Blake’s stomach clenched. Chris and Jamie had no idea how much he wanted Julia to see him as a regular person and not pursue—or avoid—him because of who he was back home. Nor could they guess how desperately he was trying to hide his humiliation at the hands of his ex. It was just his luck that the two of them burst out laughing as the van inched forward in the line.
“Famous?” Jamie said, shaking his head. “Everyone who owns a television knows who he is.”
Julia’s eyes widened. “And you’re just hanging out in Brazil at some hostel with the rest of us?”
Blake’s mind was racing, trying to find a way out. But the only way to play this was to stay cool. “What can I say?” he said with a shrug. “I’m just a regular bloke.”
“Who decided to shave his head and come to South America.”
“I started in Central, but yeah.”
“Because…?” Julia started, and Blake caught Chris and Jamie exchanging glances he hoped Julia didn’t see.
“Because why not?” Blake said carefully, and at last a border official stepped up to the side of the van to stamp their passports, saving him from further embarrassment.
But it wasn’t over, because Chris turned around to face them. “Seriously, all you foreigners should get your hands on a copy of The Everlastings. No one is doing drama in Oz like this guy.”
“He told me it was boring,” Julia said, talking about Blake like he wasn’t even there.
Chris shook her head. “He’s being modest. You should know not to take anything he says too seriously.”
“I’ll remember that,” Julia said, and Blake looked at her in alarm.
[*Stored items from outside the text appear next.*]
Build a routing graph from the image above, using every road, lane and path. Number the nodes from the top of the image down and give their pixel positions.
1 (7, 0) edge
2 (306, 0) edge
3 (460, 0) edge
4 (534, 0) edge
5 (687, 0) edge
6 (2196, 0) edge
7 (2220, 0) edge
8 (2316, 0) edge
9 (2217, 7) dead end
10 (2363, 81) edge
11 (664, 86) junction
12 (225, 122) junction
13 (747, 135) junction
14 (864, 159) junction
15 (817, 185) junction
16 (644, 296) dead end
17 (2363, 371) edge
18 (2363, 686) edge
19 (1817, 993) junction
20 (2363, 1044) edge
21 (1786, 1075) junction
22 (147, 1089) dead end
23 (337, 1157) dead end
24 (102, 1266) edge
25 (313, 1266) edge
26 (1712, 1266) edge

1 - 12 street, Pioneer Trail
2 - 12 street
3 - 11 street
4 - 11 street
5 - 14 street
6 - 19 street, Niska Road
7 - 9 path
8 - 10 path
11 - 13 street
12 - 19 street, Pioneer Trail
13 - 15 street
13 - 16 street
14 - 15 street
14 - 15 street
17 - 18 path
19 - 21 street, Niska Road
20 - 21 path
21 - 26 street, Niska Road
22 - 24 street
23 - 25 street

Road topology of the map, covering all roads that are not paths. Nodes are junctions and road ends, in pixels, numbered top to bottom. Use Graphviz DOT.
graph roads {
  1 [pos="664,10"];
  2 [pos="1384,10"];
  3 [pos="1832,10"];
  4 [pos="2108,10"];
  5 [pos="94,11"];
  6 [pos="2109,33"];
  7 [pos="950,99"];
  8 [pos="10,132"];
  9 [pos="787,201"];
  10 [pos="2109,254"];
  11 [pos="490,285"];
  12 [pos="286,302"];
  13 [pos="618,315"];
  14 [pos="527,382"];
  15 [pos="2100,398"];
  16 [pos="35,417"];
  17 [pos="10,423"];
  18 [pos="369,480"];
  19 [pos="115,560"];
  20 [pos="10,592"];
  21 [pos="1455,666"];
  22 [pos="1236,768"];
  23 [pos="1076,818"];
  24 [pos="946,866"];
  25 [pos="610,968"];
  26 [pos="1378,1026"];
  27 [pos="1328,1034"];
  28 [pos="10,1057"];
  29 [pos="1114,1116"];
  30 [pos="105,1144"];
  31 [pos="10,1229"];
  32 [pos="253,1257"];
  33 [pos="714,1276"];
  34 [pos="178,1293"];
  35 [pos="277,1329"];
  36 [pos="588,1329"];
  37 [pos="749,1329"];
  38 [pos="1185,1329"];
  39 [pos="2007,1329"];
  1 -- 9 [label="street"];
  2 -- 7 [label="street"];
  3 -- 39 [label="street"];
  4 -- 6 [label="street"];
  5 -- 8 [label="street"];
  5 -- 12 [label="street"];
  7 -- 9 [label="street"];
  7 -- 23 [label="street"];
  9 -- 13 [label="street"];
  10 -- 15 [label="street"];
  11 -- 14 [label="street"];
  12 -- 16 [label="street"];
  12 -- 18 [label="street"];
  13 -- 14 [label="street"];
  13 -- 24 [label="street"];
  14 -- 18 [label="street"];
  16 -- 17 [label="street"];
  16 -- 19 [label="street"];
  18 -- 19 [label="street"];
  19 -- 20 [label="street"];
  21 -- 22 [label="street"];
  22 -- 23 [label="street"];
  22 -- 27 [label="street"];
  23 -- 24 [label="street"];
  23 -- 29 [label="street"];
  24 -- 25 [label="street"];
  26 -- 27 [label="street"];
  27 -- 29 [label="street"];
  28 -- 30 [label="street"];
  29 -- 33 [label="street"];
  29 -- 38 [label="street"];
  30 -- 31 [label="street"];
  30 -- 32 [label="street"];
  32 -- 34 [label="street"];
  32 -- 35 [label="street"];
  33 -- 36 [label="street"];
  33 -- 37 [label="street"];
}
“Tell me there’s more coming,” Jamie said. “You’re going back for the next season, aren’t you? You can’t leave Anderson to untangle the storyline with Celia and Reese—it’s just not possible.”
Anderson was the writer under Blake, the guy he’d hired when they were signed for a third season and things got too crazy for Blake to handle by himself. Now they were between shootings, and he was supposed to be drumming up scripts for the next two seasons they’d signed for and going through all the scenarios the writers under him were working on.
But instead he was here, in the back of a cramped van, edging past the border into Argentina and then bouncing through the countryside, full of eggs and toast and coffee and juice and the warm touch of a smart, funny, beautiful American by his side.
It was agony to sit there listening to talk about the show and all he’d left behind. But there were worse places to be.
And worse ways to be reminded of Kelley and Liam and the mess he still had to sort out with them on and off the screen. In retrospect, maybe it wasn’t the best idea to cast his girlfriend as Celia and his best friend as Reese and make a slow and steady attraction build between them over each episode. By this point, the characters were so enmeshed in the storyline that he couldn’t cut one or both of them out. Much as he wanted to.
Chris, though, was shooting daggers at her boyfriend. Jamie looked like he wanted to eat his shoe for letting slip his curiosity about Celia and her love interest, Reese. It wasn’t Jamie’s fault, though. Blake was going to have to learn how to deal with Kelley and Liam professionally, at least while she and her new boyfriend were both on the show. If he could get used to talking about the characters, then maybe he’d finally be able to face going back.
“Don’t worry,” he reassured Jamie—both about the plotline and about the slip he’d made in bringing up Kelley and Liam’s characters. “I’ve still got some tricks up my sleeve.”